ACTIVITY:
Return all lines of the data in which the string "Unbefunde" occurs.

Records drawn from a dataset
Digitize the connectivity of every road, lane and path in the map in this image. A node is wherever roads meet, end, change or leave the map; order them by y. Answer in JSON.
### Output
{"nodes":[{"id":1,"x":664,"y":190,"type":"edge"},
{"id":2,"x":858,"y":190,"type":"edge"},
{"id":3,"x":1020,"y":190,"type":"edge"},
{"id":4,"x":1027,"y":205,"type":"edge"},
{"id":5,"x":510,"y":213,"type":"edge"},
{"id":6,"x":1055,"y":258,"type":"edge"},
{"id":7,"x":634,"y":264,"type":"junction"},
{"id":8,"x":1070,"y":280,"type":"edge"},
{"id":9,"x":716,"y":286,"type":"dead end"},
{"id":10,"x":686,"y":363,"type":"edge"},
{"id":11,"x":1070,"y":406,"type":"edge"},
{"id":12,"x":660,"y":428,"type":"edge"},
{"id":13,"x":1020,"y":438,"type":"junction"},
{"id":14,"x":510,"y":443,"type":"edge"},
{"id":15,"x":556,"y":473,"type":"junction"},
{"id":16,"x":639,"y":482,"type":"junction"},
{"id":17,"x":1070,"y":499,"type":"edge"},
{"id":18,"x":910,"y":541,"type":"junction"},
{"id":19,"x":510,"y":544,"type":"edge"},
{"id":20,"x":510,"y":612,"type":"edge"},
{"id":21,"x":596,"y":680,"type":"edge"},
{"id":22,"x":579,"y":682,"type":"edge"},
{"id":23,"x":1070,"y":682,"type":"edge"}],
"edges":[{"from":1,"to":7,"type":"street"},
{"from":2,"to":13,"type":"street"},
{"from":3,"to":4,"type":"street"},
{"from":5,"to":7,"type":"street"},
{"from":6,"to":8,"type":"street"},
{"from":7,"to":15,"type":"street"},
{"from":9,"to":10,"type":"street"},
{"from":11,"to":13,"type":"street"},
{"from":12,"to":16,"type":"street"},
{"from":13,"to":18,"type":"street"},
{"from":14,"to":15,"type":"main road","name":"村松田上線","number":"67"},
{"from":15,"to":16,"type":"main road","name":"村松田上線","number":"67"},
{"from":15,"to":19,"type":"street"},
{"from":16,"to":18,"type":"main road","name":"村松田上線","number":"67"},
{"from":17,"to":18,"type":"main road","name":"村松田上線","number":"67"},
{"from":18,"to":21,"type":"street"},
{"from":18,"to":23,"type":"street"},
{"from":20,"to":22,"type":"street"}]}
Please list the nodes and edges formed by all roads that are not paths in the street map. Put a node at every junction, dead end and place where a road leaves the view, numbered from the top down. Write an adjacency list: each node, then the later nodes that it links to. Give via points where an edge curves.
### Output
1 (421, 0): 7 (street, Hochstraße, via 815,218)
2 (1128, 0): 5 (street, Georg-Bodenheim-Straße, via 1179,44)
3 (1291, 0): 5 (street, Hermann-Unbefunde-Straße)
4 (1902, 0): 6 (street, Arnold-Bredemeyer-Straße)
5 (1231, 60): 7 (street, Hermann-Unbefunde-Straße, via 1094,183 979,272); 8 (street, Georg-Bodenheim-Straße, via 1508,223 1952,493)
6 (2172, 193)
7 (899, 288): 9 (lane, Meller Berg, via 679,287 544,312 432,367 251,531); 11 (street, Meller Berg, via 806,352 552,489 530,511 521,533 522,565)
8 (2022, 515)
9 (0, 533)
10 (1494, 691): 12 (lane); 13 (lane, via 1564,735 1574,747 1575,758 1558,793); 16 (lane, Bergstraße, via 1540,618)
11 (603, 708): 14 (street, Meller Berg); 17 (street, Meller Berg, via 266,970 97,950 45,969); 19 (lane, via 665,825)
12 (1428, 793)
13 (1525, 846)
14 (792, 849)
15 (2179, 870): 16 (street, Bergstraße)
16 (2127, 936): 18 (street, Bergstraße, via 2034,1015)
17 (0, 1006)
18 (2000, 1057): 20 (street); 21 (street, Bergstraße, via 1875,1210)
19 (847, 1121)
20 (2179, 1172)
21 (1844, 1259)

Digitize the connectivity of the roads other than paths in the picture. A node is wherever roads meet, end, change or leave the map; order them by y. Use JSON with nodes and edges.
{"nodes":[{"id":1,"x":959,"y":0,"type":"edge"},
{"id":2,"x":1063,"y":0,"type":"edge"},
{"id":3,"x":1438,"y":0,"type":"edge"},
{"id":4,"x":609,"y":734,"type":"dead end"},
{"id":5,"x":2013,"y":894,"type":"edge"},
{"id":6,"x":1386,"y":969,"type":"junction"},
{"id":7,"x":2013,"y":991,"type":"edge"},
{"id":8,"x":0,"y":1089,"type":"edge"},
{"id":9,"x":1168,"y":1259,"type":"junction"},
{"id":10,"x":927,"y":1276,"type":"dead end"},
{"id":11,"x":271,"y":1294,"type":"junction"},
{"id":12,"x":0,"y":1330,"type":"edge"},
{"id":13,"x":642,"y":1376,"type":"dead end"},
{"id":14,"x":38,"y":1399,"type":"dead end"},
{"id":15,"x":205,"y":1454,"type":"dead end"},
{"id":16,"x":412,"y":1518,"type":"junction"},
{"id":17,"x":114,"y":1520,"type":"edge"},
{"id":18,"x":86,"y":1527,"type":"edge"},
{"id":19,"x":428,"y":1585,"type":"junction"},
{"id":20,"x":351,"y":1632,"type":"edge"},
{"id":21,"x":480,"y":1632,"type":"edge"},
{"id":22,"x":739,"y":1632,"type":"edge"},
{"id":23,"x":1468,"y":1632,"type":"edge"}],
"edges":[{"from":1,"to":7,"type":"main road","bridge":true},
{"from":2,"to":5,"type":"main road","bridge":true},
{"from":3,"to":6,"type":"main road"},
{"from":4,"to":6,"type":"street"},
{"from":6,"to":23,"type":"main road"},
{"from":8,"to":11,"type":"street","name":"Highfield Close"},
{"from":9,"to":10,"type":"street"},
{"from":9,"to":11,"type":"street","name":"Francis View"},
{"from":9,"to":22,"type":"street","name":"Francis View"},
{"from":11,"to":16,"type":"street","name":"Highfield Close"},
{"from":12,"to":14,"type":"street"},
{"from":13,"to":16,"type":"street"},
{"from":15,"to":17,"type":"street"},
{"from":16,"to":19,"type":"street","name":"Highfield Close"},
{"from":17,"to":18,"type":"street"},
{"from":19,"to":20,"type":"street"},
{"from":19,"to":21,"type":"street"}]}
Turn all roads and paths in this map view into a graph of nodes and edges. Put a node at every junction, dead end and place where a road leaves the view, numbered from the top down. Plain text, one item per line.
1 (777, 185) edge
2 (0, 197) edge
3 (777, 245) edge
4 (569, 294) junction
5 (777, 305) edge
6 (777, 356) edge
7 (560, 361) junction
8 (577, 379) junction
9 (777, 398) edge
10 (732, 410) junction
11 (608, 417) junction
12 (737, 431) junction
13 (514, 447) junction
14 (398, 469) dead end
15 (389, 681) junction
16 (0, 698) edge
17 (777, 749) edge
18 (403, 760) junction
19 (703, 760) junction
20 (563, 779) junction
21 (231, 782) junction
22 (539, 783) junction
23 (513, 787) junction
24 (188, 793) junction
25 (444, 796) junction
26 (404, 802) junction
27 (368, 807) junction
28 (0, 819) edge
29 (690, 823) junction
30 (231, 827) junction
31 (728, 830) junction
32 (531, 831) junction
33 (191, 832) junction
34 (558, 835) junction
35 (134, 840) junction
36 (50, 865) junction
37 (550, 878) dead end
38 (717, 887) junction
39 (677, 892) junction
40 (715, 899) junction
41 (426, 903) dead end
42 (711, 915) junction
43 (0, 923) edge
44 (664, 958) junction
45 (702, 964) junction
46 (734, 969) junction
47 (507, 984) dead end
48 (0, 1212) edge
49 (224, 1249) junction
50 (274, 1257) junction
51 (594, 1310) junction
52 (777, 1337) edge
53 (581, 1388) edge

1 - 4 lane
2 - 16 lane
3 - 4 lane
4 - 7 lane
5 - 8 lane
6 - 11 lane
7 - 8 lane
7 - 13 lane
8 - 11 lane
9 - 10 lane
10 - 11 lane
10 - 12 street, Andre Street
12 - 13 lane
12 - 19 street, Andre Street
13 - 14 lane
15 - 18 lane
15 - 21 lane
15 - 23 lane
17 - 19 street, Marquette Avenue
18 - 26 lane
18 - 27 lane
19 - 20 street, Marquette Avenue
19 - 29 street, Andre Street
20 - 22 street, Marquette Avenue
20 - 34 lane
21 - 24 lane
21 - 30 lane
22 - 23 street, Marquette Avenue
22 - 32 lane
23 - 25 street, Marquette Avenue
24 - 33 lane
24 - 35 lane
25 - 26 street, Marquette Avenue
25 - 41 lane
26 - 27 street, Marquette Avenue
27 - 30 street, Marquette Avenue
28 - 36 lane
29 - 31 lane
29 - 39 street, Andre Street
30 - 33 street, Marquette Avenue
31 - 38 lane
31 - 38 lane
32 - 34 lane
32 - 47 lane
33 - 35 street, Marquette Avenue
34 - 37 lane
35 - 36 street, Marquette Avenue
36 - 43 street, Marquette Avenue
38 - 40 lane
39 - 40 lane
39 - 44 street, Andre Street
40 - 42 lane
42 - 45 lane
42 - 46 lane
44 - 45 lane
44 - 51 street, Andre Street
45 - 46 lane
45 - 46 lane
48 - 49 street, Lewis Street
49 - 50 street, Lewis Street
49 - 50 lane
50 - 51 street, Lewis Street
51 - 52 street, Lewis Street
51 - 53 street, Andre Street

ANSWER BOX:
3 (1291, 0): 5 (street, Hermann-Unbefunde-Straße)
5 (1231, 60): 7 (street, Hermann-Unbefunde-Straße, via 1094,183 979,272); 8 (street, Georg-Bodenheim-Straße, via 1508,223 1952,493)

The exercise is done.